**What you should do:** An exact copy of every entry is needed, without any of the pictures.

[Collected data entries]
--------------------------------------------------
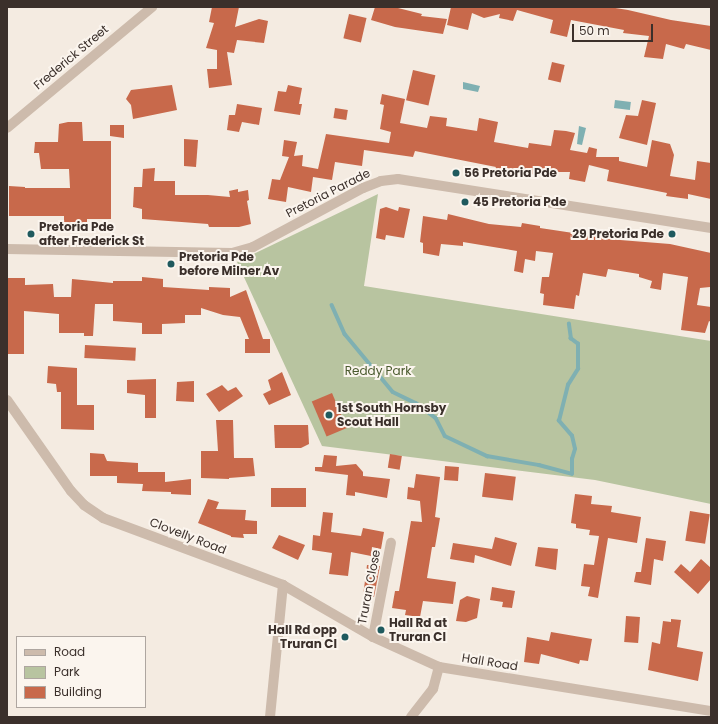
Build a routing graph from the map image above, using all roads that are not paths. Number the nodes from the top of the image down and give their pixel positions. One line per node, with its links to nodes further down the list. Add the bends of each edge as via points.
1 (152, 7): 2 (street, Frederick Street)
2 (7, 128)
3 (711, 228): 4 (street, Pretoria Parade, via 398,179 381,181 362,188 253,247 232,252)
4 (7, 249)
5 (7, 400): 7 (street, Clovelly Road, via 71,491 84,505 103,518)
6 (391, 543): 8 (street, Truran Close)
7 (283, 585): 8 (street, Hall Road); 11 (street)
8 (373, 637): 9 (street, Hall Road)
9 (439, 667): 10 (street, Hall Road); 12 (street, via 433,689)
10 (711, 711)
11 (270, 717)
12 (411, 717)

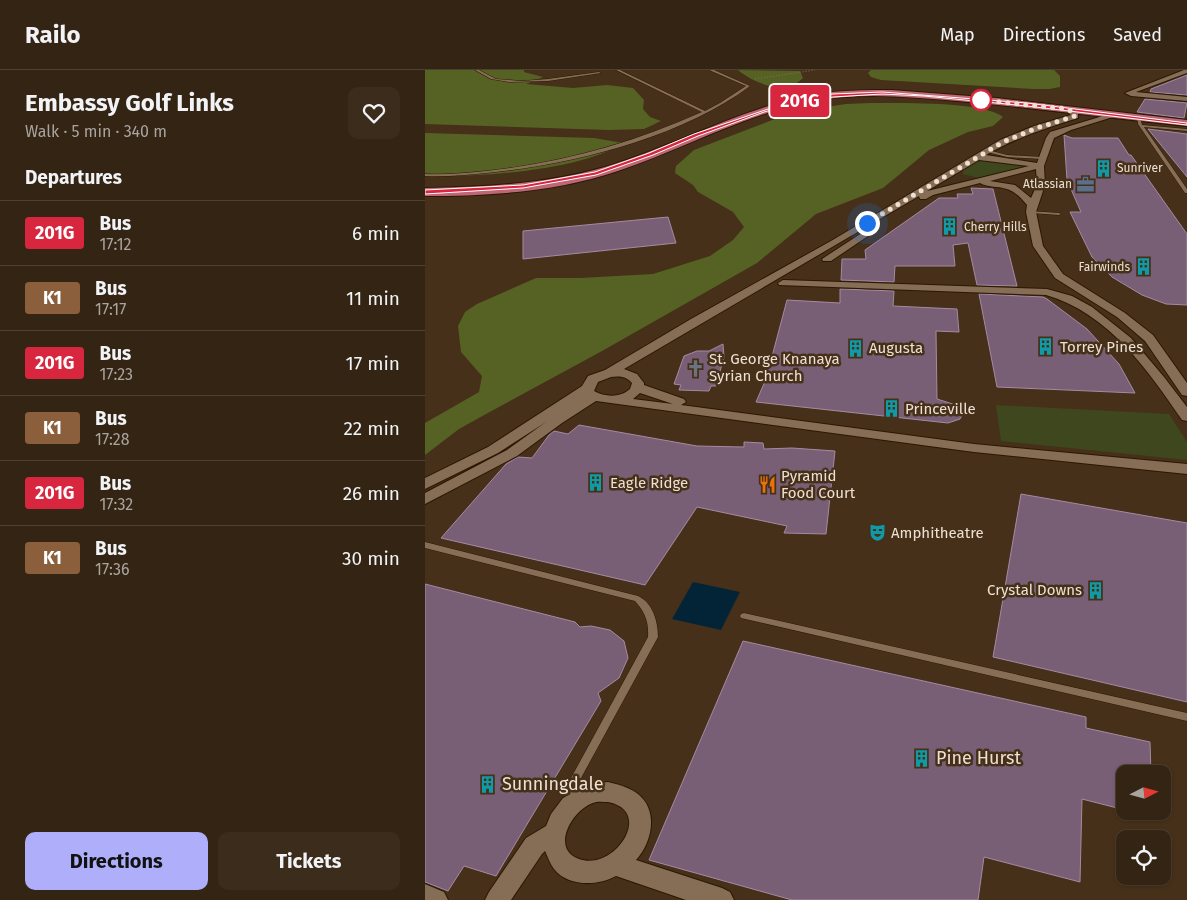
--------------------------------------------------
**Result for this exercise:**
Build a routing graph from the map image above, using all roads that are not paths. Number the nodes from the top of the image down and give their pixel positions. One line per node, with its links to nodes further down the list. Add the bends of each edge as via points.
1 (152, 7): 2 (street, Frederick Street)
2 (7, 128)
3 (711, 228): 4 (street, Pretoria Parade, via 398,179 381,181 362,188 253,247 232,252)
4 (7, 249)
5 (7, 400): 7 (street, Clovelly Road, via 71,491 84,505 103,518)
6 (391, 543): 8 (street, Truran Close)
7 (283, 585): 8 (street, Hall Road); 11 (street)
8 (373, 637): 9 (street, Hall Road)
9 (439, 667): 10 (street, Hall Road); 12 (street, via 433,689)
10 (711, 711)
11 (270, 717)
12 (411, 717)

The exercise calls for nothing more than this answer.